L.A. Superheroes Lifts Its Ideas From Better Movies

One moment in the film L.A. Superheroes pierces through the hoary concept, cliché-addled script, and weak ensemble acting. It's when aging, failed model-actress Helena (film producer and screenwriter Yelena Popovic) snaps at a friend who blames her for her lack of Hollywood success.

"I worked," she says angrily. "I worked like a dog and it just didn't happen for me." Nothing else in Superheroes, allegedly "based on a true story," carries that spark of truth — or any reason to care about the people onscreen. When Helena, in America on an expired work visa, buys a fake birth certificate, she's snagged by government agents who entice her to turn snitch on her supplier.

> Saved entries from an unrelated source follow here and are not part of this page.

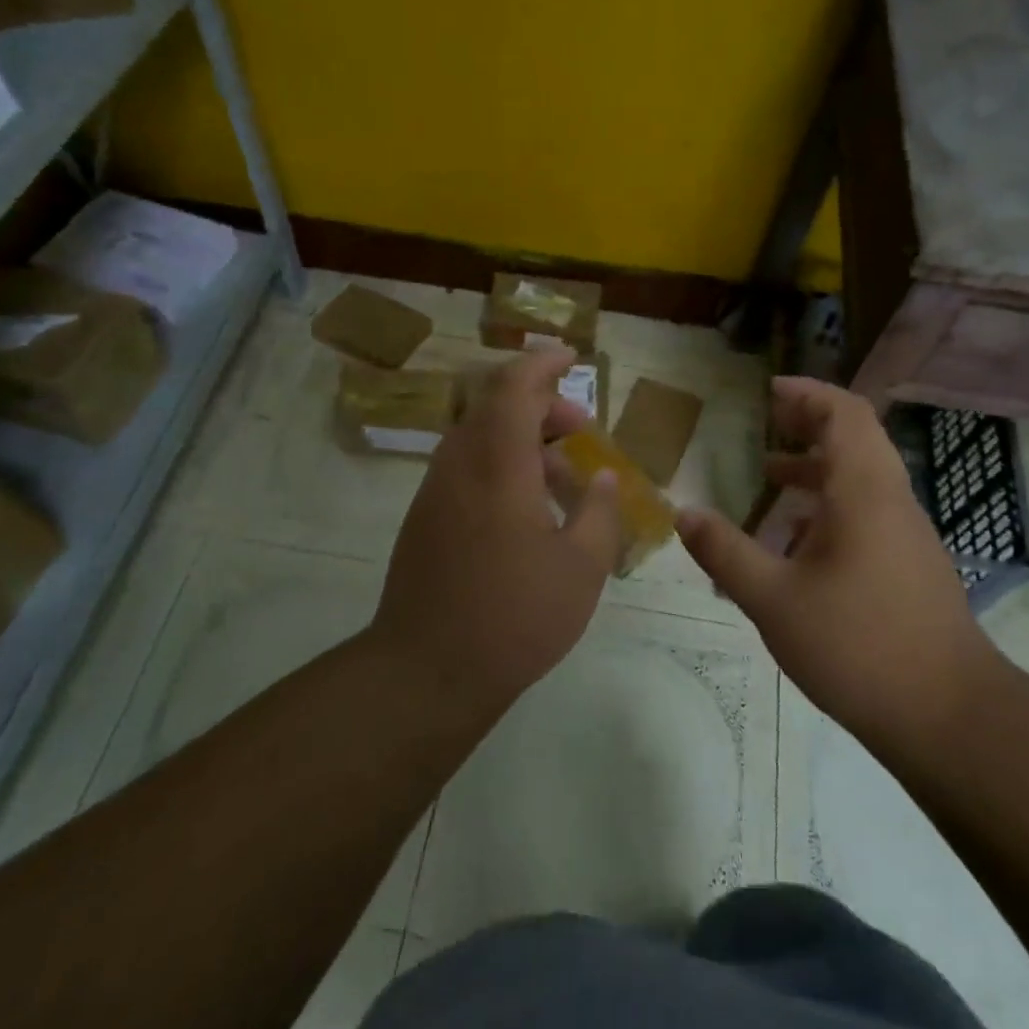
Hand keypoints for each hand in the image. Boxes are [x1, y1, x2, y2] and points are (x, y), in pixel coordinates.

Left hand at [370, 348, 621, 711]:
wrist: (425, 671)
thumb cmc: (514, 615)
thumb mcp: (580, 567)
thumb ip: (598, 512)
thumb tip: (603, 479)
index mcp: (497, 464)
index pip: (514, 387)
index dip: (542, 364)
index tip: (570, 357)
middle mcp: (459, 465)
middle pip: (496, 407)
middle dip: (542, 406)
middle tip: (582, 431)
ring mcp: (435, 492)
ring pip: (480, 438)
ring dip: (522, 439)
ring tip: (564, 475)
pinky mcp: (425, 518)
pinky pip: (466, 468)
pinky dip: (501, 465)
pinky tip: (528, 509)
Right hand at [675, 377, 999, 740]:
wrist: (950, 717)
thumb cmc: (858, 645)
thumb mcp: (774, 599)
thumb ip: (725, 552)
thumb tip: (682, 512)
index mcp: (864, 493)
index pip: (844, 414)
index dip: (808, 393)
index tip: (769, 390)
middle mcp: (891, 502)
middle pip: (855, 439)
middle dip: (809, 424)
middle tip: (766, 422)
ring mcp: (906, 535)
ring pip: (861, 479)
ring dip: (817, 467)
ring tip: (769, 478)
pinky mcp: (910, 566)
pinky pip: (867, 513)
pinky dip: (829, 507)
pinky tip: (795, 543)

Neither her bitchy agent nor her loser boyfriend is of any use after Helena goes turncoat — and fears being offed by the mob. Only a flop actor-musician from her drama class (a cringe-inducing character who spouts hackneyed insights about the superficiality of L.A. and its beautiful women) sticks by her as her life unravels.

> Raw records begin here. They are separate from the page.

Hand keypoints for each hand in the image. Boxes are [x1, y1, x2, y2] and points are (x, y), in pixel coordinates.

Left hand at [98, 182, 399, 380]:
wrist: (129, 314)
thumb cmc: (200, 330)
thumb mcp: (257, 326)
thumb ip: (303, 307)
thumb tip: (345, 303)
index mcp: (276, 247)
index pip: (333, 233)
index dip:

The viewer might forgive much — cheap sets, bad sound, and even third-rate acting — if the film had mined the layered tenuousness of life as an undocumented immigrant, failed actor, and aging woman in an unforgiving city.

Instead, it's a movie by people who lifted almost all their ideas from much better movies, and lean too heavily on "based on a true story" to pave over their film's weaknesses.